** Description of the task **
Where does the string "dead" occur in the records below? Copy every line that holds it.

-- Opening Marker --

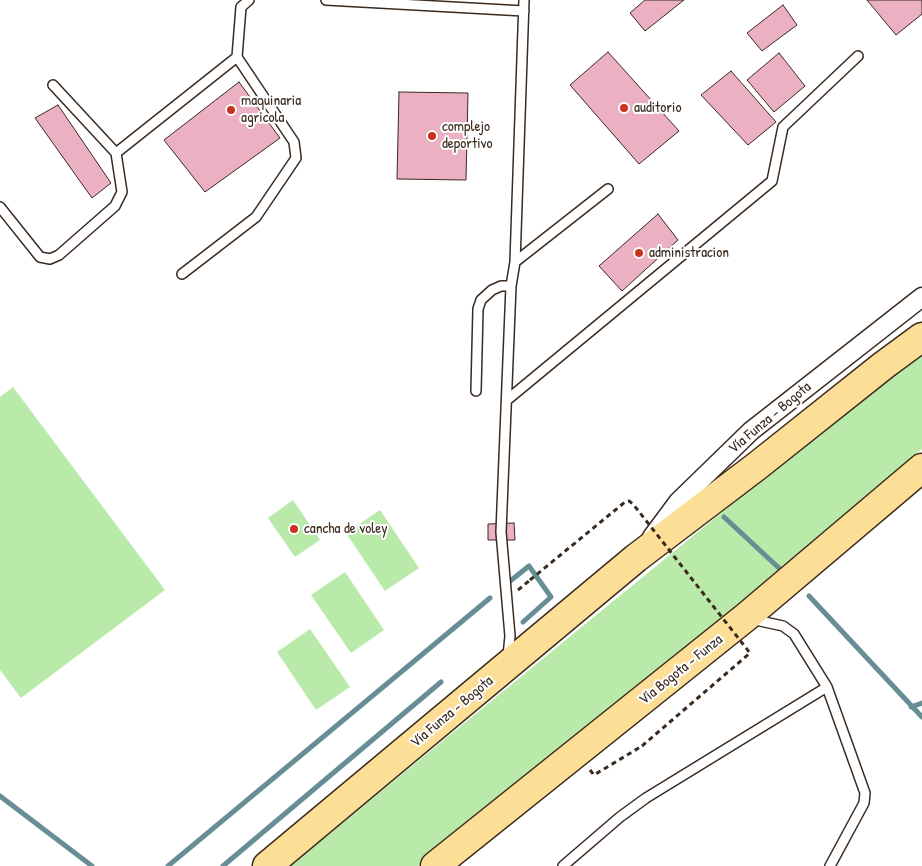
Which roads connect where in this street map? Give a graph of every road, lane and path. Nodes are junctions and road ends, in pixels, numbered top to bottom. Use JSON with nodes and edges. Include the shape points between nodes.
{"nodes":[{"id":1,"x":249,"y":0,"type":"edge"},
{"id":2,"x":326,"y":0,"type":"edge"},
{"id":3,"x":524,"y":0,"type":"edge"},
{"id":4,"x":524,"y":11,"type":"junction"},
{"id":5,"x":858,"y":56,"type":"dead end"},
{"id":6,"x":236,"y":57,"type":"junction"},
{"id":7,"x":53,"y":85,"type":"dead end"},
{"id":8,"x":116,"y":153,"type":"junction"},
{"id":9,"x":608,"y":189,"type":"dead end"},
{"id":10,"x":0,"y":207,"type":"edge"},
{"id":11,"x":515,"y":262,"type":"junction"},
{"id":12,"x":182,"y":274,"type":"dead end"},
{"id":13,"x":512,"y":286,"type":"junction"},
{"id":14,"x":922,"y":297,"type":"edge"},
{"id":15,"x":922,"y":337,"type":"edge"},
{"id":16,"x":476,"y":391,"type":"dead end"},
{"id":17,"x":507,"y":400,"type":"junction"},
{"id":18,"x":922,"y":468,"type":"edge"},
{"id":19,"x":636,"y":558,"type":"junction"},
{"id":20,"x":530,"y":580,"type":"dead end"},
{"id":21,"x":746,"y":617,"type":"junction"},
{"id":22,"x":507,"y":666,"type":"junction"},
{"id":23,"x":827,"y":687,"type":"junction"},
{"id":24,"x":576,"y":754,"type":"junction"},
{"id":25,"x":440,"y":864,"type":"edge"},
{"id":26,"x":266,"y":866,"type":"edge"},
{"id":27,"x":563,"y":866,"type":"edge"},
{"id":28,"x":830,"y":866,"type":"edge"}],
"edges":[{"from":1,"to":6,"type":"lane","via":[[241,7]]},
{"from":2,"to":4,"type":"lane"},
{"from":3,"to":4,"type":"lane"},
{"from":4,"to":11,"type":"lane"},
{"from":5,"to":17,"type":"lane","via":[[783,127],[772,181]]},
{"from":6,"to":8,"type":"lane"},
{"from":6,"to":12,"type":"lane","via":[[294,142],[296,158],[256,216]]},
{"from":7,"to":8,"type":"lane"},
{"from":8,"to":10,"type":"lane","via":[[122,192],[115,206],[50,259],[40,257]]},
{"from":9,"to":11,"type":"lane"},
{"from":11,"to":13,"type":"lane"},
{"from":13,"to":16,"type":"lane","via":[[500,286],[481,300],[478,309]]},
{"from":13,"to":17,"type":"lane"},
{"from":14,"to":19,"type":"street","name":"Vía Funza - Bogota","via":[[751,431],[678,502]]},
{"from":15,"to":19,"type":"main road","name":"Vía Funza - Bogota"},
{"from":17,"to":22,"type":"lane","via":[[501,532],[510,636]]},
{"from":18,"to":21,"type":"main road","name":"Vía Bogota - Funza"},
{"from":19,"to":22,"type":"main road","name":"Vía Funza - Bogota"},
{"from":20,"to":24,"type":"path","bridge":true,"via":[[629,501],[750,654],[642,746],[594,774]]},
{"from":21,"to":23,"type":"lane","via":[[783,626],[794,634]]},
{"from":21,"to":24,"type":"main road","name":"Vía Bogota - Funza"},
{"from":22,"to":26,"type":"main road","name":"Vía Funza - Bogota"},
{"from":23,"to":27,"type":"lane","via":[[646,798]]},
{"from":23,"to":28,"type":"lane","via":[[865,793],[864,803]]},
{"from":24,"to":25,"type":"main road","name":"Vía Bogota - Funza"}]}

-- Closing Marker --

** Expected answer **
{"id":5,"x":858,"y":56,"type":"dead end"},
{"id":7,"x":53,"y":85,"type":"dead end"},
{"id":9,"x":608,"y":189,"type":"dead end"},
{"id":12,"x":182,"y":274,"type":"dead end"},
{"id":16,"x":476,"y":391,"type":"dead end"},
{"id":20,"x":530,"y":580,"type":"dead end"},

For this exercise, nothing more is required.